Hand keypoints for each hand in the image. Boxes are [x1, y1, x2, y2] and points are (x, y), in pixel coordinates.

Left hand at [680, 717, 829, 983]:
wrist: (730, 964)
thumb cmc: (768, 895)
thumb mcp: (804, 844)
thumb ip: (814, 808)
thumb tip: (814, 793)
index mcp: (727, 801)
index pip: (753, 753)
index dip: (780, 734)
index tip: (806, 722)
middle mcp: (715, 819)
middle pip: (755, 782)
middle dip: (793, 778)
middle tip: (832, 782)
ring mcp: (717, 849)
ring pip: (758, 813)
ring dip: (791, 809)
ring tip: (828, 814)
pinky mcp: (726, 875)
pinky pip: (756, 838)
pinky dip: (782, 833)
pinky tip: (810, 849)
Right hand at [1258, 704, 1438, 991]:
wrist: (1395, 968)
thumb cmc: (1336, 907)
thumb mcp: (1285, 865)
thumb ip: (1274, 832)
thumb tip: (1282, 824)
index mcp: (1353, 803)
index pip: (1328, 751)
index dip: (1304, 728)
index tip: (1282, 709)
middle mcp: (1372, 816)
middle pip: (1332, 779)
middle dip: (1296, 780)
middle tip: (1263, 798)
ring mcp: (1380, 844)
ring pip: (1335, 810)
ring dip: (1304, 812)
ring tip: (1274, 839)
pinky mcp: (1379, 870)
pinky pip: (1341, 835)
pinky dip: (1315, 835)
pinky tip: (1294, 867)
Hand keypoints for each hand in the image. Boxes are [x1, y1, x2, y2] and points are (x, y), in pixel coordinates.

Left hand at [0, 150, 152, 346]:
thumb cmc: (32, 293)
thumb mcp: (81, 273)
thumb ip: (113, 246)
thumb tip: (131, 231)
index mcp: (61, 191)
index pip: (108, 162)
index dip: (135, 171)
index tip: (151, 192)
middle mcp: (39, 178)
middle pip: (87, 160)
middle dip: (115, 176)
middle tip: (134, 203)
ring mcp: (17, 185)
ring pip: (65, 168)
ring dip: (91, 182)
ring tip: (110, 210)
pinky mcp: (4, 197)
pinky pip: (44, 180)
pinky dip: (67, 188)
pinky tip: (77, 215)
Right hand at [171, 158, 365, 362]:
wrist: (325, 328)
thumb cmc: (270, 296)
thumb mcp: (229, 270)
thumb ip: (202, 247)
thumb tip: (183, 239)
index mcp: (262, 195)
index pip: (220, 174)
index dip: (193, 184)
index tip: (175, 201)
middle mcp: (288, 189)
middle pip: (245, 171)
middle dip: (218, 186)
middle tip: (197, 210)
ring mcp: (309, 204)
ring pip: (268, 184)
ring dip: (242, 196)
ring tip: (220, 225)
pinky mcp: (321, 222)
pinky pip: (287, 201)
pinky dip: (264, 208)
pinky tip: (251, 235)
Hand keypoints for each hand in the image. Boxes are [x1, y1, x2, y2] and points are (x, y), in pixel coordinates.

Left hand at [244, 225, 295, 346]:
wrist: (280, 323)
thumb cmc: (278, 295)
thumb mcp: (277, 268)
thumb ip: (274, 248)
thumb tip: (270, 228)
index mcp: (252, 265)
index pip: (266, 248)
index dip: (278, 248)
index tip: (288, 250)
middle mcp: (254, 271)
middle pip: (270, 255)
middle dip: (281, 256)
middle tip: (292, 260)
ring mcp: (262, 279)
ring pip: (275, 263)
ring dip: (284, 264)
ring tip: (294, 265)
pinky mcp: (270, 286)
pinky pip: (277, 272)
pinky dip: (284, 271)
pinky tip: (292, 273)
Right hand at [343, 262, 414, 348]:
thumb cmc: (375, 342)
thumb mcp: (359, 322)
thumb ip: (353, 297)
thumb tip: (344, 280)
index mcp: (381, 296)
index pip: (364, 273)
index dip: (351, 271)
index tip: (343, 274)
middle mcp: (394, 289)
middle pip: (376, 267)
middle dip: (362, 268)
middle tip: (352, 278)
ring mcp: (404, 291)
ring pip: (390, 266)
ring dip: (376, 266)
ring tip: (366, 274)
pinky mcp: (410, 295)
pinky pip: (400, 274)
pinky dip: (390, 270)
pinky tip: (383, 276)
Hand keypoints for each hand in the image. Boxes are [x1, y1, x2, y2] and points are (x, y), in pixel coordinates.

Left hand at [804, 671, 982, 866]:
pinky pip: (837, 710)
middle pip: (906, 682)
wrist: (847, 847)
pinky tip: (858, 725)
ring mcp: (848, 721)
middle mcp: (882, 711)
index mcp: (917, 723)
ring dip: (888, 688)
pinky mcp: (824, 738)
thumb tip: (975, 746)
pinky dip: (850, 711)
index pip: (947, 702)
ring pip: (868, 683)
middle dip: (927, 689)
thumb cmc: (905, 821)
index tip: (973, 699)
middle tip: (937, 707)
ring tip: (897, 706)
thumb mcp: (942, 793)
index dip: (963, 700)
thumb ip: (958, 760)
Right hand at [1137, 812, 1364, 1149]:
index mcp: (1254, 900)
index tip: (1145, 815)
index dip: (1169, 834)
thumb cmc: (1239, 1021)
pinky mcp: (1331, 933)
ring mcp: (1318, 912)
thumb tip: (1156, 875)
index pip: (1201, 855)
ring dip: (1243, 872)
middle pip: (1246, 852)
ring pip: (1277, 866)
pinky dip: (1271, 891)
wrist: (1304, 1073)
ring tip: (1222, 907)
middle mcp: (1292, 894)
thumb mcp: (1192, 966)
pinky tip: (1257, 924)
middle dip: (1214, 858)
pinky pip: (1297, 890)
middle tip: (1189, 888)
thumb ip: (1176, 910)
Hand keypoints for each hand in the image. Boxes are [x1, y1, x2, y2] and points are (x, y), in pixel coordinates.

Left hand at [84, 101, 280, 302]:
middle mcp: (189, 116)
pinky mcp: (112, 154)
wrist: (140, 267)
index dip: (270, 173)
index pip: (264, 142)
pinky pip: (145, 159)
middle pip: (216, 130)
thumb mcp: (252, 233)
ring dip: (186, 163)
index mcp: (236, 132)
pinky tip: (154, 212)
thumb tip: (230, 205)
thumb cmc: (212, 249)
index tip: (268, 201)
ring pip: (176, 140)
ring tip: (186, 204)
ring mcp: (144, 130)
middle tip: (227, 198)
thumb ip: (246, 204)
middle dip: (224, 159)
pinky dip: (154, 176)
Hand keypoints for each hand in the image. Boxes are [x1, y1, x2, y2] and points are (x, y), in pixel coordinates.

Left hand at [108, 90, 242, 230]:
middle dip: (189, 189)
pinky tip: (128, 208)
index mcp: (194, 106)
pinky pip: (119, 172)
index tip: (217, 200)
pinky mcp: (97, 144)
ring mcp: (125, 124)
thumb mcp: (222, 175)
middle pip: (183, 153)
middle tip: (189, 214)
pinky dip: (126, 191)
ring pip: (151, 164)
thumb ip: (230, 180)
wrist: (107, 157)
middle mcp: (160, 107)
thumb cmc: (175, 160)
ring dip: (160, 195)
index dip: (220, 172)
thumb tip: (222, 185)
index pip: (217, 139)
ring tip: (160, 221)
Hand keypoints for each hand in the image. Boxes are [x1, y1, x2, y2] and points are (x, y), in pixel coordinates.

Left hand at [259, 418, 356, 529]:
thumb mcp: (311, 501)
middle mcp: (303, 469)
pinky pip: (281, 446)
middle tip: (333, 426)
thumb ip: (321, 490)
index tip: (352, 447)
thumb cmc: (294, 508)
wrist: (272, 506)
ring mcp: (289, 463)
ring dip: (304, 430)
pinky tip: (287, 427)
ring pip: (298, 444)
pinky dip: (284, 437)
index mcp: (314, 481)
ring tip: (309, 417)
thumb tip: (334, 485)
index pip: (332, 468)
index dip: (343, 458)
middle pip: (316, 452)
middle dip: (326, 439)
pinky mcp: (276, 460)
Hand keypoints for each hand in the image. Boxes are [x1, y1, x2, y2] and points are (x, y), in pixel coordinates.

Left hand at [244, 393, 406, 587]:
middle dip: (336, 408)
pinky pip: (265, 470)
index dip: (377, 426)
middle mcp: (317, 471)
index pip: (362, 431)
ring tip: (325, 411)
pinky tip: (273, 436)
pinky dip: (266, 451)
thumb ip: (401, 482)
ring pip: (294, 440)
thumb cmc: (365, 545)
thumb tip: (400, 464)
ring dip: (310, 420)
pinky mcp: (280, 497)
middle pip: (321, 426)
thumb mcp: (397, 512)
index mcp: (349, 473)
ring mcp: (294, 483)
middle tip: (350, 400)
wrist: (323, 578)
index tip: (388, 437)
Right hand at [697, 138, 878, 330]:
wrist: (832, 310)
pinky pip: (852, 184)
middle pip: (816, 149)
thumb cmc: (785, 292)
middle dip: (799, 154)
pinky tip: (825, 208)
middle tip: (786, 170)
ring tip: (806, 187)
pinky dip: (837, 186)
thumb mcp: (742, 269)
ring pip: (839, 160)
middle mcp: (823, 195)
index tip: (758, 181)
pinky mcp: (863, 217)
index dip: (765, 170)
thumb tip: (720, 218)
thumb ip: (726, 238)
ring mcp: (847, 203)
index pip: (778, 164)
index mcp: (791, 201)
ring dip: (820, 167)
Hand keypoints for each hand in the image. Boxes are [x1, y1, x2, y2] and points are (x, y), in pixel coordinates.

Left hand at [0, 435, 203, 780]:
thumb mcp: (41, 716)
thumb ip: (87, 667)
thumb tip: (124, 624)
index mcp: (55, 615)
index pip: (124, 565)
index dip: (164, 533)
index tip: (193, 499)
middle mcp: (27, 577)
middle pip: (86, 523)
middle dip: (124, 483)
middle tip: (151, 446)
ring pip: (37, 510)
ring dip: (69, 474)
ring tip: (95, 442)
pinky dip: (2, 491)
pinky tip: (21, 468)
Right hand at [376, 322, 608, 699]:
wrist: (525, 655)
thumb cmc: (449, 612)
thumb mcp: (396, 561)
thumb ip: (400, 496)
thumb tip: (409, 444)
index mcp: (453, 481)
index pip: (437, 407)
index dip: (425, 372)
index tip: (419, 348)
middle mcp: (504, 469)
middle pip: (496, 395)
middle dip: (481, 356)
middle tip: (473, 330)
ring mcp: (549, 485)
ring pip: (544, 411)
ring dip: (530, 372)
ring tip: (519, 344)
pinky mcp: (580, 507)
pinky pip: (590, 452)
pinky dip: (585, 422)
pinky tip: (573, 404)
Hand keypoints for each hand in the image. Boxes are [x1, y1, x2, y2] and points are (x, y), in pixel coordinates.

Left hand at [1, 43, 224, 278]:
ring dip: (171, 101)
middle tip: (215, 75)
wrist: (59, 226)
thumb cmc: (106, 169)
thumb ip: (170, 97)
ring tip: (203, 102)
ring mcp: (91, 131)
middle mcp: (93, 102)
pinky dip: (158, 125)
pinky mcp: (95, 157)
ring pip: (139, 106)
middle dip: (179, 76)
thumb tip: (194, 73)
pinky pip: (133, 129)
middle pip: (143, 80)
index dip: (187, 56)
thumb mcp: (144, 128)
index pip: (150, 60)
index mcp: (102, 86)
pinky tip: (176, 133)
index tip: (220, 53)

━━━

Required work:
Produce a word-for-word copy of everything above from the line holding "thumb ip: (246, 204)" down to the line holding "thumb cmc: (175, 160)", with both of those lines kept.

Output below:
thumb ip: (246, 204)
middle dip: (224, 159)
pinky dip: (154, 176)
Hand keypoints for each hand in the image. Boxes are [x1, y1, x2, y2] and points are (x, y), in pixel coordinates.

Left hand at [108, 90, 242, 230]:
middle dip: (189, 189)
pinky tip: (128, 208)
index mcp: (194, 106)
pinky pip: (119, 172)
index tip: (217, 200)
pinky mcp: (97, 144)
ring mcp: (125, 124)
thumb mcp: (222, 175)
middle pip: (183, 153)
middle tip: (189, 214)
pinky dip: (126, 191)
ring pip: (151, 164)
thumb ip: (230, 180)
wrist: (107, 157)
middle mcp: (160, 107)
thumb cmc: (175, 160)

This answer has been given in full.